The other thing locked classroom doors keep out

My school’s attempt to keep students safe has changed our school culture in unfortunate ways.

First Person is where Chalkbeat features personal essays by educators, students, parents, and others thinking and writing about public education.

At the beginning of this school year, the Maryland school district where I teach imposed a new regulation: All classroom doors are to be locked when students are in the building. Of course, we’ve had exterior doors locked and a strict visitor check-in policy for most of the 20-plus years I’ve been teaching at this high school.

The new mandate grew out of the recommendations of the Sandy Hook Advisory Commission, which reported, “There has never been an event in which an active shooter breached a locked classroom door.” I’m all for protecting our students and staff and am well-versed in the debates over locking mechanisms and who should be deputized to open a locked door when someone knocks. But I’d be lying if I said I wasn’t concerned about the policy’s effect on our school culture.

Jamey Melcher (Courtesy photo)

We’re well into the school year now, and teachers areteaching, students are engaged, and classrooms are full of lively activity. But the hallways are now wonderful places for teenagers to disengage, stare at their phones, or roam around unnoticed. Exactly what we have been working so hard to combat in our post-pandemic school communities. Classroom activities and discussions that used to filter into the hallways and even draw passersby into them, now seem to exist within their own bubbles, and the overall feeling of community has decreased dramatically.

It’s easy to blame attendance policies or school administrators for not disciplining students when they skip class. But the blame game or heavier disciplinary consequences don’t really address the culture of isolation that we are now getting used to. As teachers, we see that students are more withdrawn when we deliver our lessons only on screens or otherwise overuse technology. Now, we’ve created a physical environment that also separates and isolates young people.

Until this year, students in my English classes would use the hallway as a practice and staging area when rehearsing their assigned scenes from “Macbeth” or “Antigone.” On performance day, they would grandly enter the classroom in their ridiculous paper crowns, fake beards, and other items from the prop box.

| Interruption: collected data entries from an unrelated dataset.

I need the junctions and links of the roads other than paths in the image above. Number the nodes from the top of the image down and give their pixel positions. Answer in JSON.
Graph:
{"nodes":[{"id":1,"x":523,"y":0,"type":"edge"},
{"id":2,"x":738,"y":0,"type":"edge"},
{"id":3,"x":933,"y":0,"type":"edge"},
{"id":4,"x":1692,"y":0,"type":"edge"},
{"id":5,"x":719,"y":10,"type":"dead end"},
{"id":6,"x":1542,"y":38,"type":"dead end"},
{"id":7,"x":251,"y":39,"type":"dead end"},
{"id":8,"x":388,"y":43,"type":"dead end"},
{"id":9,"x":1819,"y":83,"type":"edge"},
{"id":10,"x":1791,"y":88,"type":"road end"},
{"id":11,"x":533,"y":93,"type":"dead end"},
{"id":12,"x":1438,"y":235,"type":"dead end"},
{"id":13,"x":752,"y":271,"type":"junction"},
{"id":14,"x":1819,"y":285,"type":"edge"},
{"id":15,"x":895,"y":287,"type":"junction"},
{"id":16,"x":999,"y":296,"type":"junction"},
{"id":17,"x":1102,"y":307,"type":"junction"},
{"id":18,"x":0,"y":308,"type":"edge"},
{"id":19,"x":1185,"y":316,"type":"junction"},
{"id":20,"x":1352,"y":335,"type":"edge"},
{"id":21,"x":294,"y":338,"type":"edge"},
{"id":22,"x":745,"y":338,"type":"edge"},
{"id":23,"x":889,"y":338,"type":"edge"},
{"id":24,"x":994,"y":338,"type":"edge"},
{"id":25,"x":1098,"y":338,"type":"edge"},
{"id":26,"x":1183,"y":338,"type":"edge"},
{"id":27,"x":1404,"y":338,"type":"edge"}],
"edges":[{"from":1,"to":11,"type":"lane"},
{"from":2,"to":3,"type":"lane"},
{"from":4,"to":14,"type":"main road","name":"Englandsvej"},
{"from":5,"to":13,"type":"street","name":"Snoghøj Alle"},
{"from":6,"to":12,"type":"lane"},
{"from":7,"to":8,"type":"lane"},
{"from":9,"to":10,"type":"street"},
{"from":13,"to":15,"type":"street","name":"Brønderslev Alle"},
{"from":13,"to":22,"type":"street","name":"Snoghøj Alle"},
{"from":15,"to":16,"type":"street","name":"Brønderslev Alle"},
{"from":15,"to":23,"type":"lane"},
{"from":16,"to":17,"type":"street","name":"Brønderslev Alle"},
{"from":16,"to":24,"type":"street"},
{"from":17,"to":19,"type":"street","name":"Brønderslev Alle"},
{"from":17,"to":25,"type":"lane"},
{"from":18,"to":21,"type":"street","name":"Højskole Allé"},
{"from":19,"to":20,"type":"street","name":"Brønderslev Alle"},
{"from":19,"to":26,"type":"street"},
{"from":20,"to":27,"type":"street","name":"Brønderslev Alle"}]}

And I miss hearing students in the physics class across the hall propel race cars down the corridor or stretch giant springs and measure the force or torque or whatever it is they used to do out there. The French class students who would sit on the floor in small groups, spreading out into the hallway so they could work on conversational skills, are also gone now.

Open classroom doors fostered inclusion and unity within our diverse high school.

I miss hearing students in the physics class across the hall propel race cars down the corridor.

By locking our school’s interior doors, are we overreacting to the dangerous world around us? I think we probably are. I’m afraid that we’re also unwittingly contributing to the pervasive decline in interpersonal skills among our teenagers. We didn’t really understand the emotional and social damage caused by moving schools online for an extended period of time until we returned to in-person learning. In a similar way, I fear that our attempts to keep students safe by creating a lockdown atmosphere in schools every day is also damaging the social and emotional growth of many students.

Is the solution to be carefree and ignore the lessons of the tragic events that have occurred and continue to bring us to tears each time they happen? No. But we do need to react with a measured response. We haven’t stopped going to malls, restaurants, or concerts because fatal shootings have happened in those places. We continue to engage with each other because we need places that bring us together and create community; our students need that even more than we do.

Jamey Melcher is currently a Work Based Learning Coordinator and a former English teacher for Frederick County Public Schools in Maryland. She has been teaching and learning from her high school students for 26 years.